Good engineers asked those questions multiple times, and sometimes for years, he said. “Something like the idea that ‘let’s have a scientist decide to shut down the whole country’ is not workable [in the cryptocurrency world],” he added, referring to the pandemic lockdowns. “That would never pass the kind of risk analysis in engineering.”
Winning Over Independents and Libertarians
According to an Aug. 30 University of New Hampshire survey, retired Army General Don Bolduc is the frontrunner with 43 percent support among likely Republican primary voters. New Hampshire state Senate president Chuck Morse ranked second at 22 percent. Fenton ranked fourth, slightly behind economist and author Vikram Mansharamani, at 5 percent. The survey also found 20 percent undecided. The survey’s margin of error is 2 percent, according to the University of New Hampshire’s survey center.
A similar poll from the St. Anselm College Survey Center on Aug. 15 showed similar rankings of Republican candidates and 39 percent undecided.
The state allows a previously unaffiliated voter to participate in the partisan primary of their choice. According to the Independent Voter Project, a nonpartisan election reform advocacy group, the unaffiliated in New Hampshire amounts to over 400,000.
When Fenton announced his candidacy, New Hampshire Democrat Party Chair Ray Buckley called him a “Free State extremist” and said his candidacy reflected voters’ dissatisfaction with the three candidates already running in the Republican primary. None of the Republican candidates are endorsed by former President Donald Trump or New Hampshire Republican Gov. Chris Sununu.
Fenton said he was still optimistic, referring to the large percentage of undecided among likely Republican primary voters and the sizeable Libertarian population in the state. In the 2020 presidential election, the Libertarian presidential candidate got 13,000 votes from New Hampshire.
A member of the Free State Project, Fenton moved to New Hampshire from Massachusetts five years ago. The Project is a political pro-freedom movement aiming at moving more than 20,000 people to New Hampshire for liberty. The Free State Project non-profit organization, founded in 2001, announced reaching the goal as of Feb. 3, 2016, when 20,000 participants had signed statements of intent to move to New Hampshire within the next five years.
The Senate race this year will be a close call. In the 2016 Senate election, the incumbent first-term Sen. Maggie Hassan won by 1,017 votes. Fenton said Republican voters needed a candidate who could attract the Independents and Libertarians in the state, not someone who could only appeal to the Republican base.

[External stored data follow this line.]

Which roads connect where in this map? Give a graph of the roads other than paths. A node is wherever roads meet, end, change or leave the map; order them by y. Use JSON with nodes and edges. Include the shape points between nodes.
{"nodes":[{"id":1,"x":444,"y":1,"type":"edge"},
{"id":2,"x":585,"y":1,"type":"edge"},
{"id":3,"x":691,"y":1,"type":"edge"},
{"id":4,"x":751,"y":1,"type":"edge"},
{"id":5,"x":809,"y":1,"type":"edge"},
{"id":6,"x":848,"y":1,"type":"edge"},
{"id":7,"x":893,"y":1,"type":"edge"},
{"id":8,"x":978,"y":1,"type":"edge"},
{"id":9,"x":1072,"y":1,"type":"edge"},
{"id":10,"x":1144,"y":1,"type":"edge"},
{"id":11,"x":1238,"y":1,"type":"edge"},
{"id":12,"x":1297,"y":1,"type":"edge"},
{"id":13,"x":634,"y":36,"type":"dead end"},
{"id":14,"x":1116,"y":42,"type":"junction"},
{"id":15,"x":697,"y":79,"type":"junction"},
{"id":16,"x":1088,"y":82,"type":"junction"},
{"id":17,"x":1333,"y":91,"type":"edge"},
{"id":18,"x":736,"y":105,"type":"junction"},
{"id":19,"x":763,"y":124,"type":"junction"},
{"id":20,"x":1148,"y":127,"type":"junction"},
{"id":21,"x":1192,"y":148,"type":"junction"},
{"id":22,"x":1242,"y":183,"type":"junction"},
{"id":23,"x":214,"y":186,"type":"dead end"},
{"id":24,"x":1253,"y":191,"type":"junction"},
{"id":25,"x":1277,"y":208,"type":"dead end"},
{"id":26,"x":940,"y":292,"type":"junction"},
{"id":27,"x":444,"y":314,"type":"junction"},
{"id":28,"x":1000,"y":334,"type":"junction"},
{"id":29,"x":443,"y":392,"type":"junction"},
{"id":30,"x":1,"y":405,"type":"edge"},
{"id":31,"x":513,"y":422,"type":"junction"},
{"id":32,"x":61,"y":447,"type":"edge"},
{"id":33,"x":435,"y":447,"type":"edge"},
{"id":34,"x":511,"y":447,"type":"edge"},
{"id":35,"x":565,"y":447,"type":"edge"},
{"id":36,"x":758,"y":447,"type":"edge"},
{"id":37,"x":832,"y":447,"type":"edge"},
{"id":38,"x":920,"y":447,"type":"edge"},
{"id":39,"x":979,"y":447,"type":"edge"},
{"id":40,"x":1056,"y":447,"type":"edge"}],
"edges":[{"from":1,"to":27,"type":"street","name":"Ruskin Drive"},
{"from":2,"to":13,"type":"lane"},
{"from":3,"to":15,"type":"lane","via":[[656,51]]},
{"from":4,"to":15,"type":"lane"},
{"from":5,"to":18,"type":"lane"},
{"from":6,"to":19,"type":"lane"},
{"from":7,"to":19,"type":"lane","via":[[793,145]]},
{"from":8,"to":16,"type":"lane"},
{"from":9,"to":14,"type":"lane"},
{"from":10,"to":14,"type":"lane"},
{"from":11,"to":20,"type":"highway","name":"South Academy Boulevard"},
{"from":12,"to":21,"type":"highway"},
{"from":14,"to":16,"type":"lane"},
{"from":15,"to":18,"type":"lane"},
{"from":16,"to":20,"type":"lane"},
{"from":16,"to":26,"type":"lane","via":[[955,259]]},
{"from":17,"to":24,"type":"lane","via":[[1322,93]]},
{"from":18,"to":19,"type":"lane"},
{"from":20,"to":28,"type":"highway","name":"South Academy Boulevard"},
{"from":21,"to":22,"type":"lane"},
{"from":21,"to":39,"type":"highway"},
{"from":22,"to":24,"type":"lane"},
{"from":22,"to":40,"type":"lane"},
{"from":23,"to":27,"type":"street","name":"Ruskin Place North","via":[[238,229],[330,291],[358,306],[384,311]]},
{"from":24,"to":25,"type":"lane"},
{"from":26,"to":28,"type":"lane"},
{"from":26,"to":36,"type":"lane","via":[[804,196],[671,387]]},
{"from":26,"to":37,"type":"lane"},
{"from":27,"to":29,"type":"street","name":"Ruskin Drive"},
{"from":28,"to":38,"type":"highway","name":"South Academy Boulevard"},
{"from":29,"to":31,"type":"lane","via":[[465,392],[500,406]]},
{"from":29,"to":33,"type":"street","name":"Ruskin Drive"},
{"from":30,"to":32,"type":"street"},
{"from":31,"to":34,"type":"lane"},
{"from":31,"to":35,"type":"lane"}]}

He said his position in ending the drug war, or drug legalization, is very popular among young voters. And his support of over-the-counter abortion drugs sets him apart from other pro-life Republican candidates.
Andrew Smith, director of the University of New Hampshire Survey Center and a professor of political science with the university, told The Epoch Times in an email that Libertarians make up less than 5 percent of all registered voters in New Hampshire. “Not many young people vote in primaries, and their turnout is also significantly lower than older people in general elections. A candidate [who] says he or she will win because of the youth vote will almost certainly lose,” he added.
Winning or not, Fenton has set out his campaign to pursue “maximum freedom for every individual”: “I want gay married couples to be able to use Dogecoin to buy fully automatic weapons to protect their marijuana plants. That’s what I mean when I say freedom.”